What you should do: Return every line of the data that contains the string "CUBAVEJ".

Exercise input:
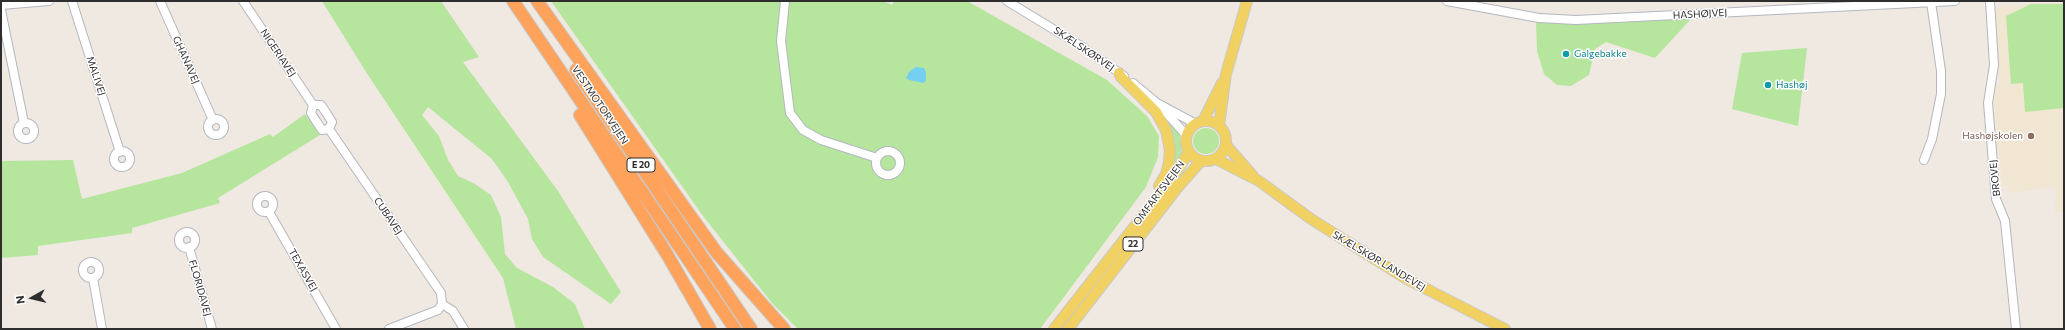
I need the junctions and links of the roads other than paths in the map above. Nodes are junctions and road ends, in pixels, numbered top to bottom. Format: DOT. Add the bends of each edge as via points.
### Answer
graph roads {
  1 [pos="49,1"];
  2 [pos="72,1"];
  3 [pos="160,1"];
  4 [pos="243,1"];
  5 [pos="529,1"];
  6 [pos="537,1"];
  7 [pos="786,1"];
  8 [pos="1007,1"];
  9 [pos="1247,1"];
  10 [pos="1447,1"];
  11 [pos="1955,1"];
  12 [pos="1990,1"];
  13 [pos="1931,2"];
  14 [pos="12,3"];
  15 [pos="1,5"];
  16 [pos="516,6"];
  17 [pos="1,10"];
  18 [pos="1119,73"];
  19 [pos="1226,74"];
  20 [pos="1157,102"];
  21 [pos="313,105"];
  22 [pos="212,120"];
  23 [pos="24,123"];
  24 [pos="1200,123"];
  25 [pos="1219,126"];
  26 [pos="329,130"];
  27 [pos="1187,136"];
  28 [pos="1226,145"];
  29 [pos="120,152"];
  30 [pos="1189,152"];
  31 [pos="877,158"];
  32 [pos="1216,159"];
  33 [pos="1924,160"];
  34 [pos="1201,161"];
  35 [pos="1259,181"];
  36 [pos="269,212"];
  37 [pos="1132,228"];
  38 [pos="188,247"];
  39 [pos="93,278"];
  40 [pos="442,304"];
  41 [pos="102,329"];
  42 [pos="212,329"];
  43 [pos="336,329"];
  44 [pos="389,329"];
  45 [pos="464,329"];
  46 [pos="710,329"];
  47 [pos="735,329"];
  48 [pos="751,329"];
  49 [pos="784,329"];
  50 [pos="1054,329"];
  51 [pos="1068,329"];
  52 [pos="1505,329"];
  53 [pos="2016,329"];
  1 -- 14 [label="street"];
  2 -- 29 [label="street, MALIVEJ"];
  3 -- 22 [label="street, GHANAVEJ"];
  4 -- 21 [label="street, NIGERIAVEJ"];
  5 -- 48 [label="highway, VESTMOTORVEJEN / E 20"];
  6 -- 49 [label="highway" via="717,253"];
  7 -- 31 [label="street" via="781,41 790,113 803,130 821,140"];
  8 -- 18 [label="street, SKÆLSKØRVEJ"];
  9 -- 19 [label="main road"];
  10 -- 13 [label="street, HASHØJVEJ" via="1539,18 1576,20"];
  11 -- 13 [label="street, HASHØJVEJ"];
  12 -- 53 [label="street, BROVEJ" via="1994,65 1988,103 1996,199 2006,221"];
  13 -- 33 [label="street" via="1942,94 1932,140"];
  14 -- 15 [label="street"];
  16 -- 46 [label="highway" via="535,44 660,243"];
  16 -- 47 [label="highway, VESTMOTORVEJEN / E 20"];
  17 -- 23 [label="street"];
  18 -- 20 [label="street, SKÆLSKØRVEJ"];
  18 -- 37 [label="main road" via="1159,116 1166,130 1170,150 1166,174"];
  19 -- 24 [label="main road"];
  19 -- 25 [label="main road"];
  20 -- 24 [label="street, SKÆLSKØRVEJ"];
  20 -- 27 [label="street, SKÆLSKØRVEJ"];
  21 -- 26 [label="street, CUBAVEJ" via="311,113 316,121 322,130"];
  21 -- 26 [label="street, CUBAVEJ" via="321,105 327,114 332,122"];
  24 -- 25 [label="main road" via="1214,123"];
  24 -- 27 [label="main road"];
  25 -- 28 [label="main road" via="1225,135"];
  26 -- 40 [label="street, CUBAVEJ" via="441,293"];
  27 -- 30 [label="main road"];
  28 -- 32 [label="main road" via="1221,156"];
  28 -- 35 [label="main road, SKÆLSKØR LANDEVEJ"];
  30 -- 34 [label="main road"];
  30 -- 37 [label="main road, OMFARTSVEJEN / 22" via="1171,180"];
  32 -- 34 [label="main road"];
  32 -- 35 [label="main road, SKÆLSKØR LANDEVEJ"];
  34 -- 51 [label="main road, OMFARTSVEJEN / 22" via="1178,186"];
  35 -- 52 [label="main road, SKÆLSKØR LANDEVEJ" via="1310,219 1398,274"];
  36 -- 43 [label="street, TEXASVEJ"];
  37 -- 50 [label="main road, OMFARTSVEJEN / 22"];
  38 -- 42 [label="street, FLORIDAVEJ"];
  39 -- 41 [label="street"];
  40 -- 44 [label="street" via="438,310"];
  40 -- 45 [label="street" via="453,311"];
}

Solution below:
  21 -- 26 [label="street, CUBAVEJ" via="311,113 316,121 322,130"];
  21 -- 26 [label="street, CUBAVEJ" via="321,105 327,114 332,122"];
  26 -- 40 [label="street, CUBAVEJ" via="441,293"];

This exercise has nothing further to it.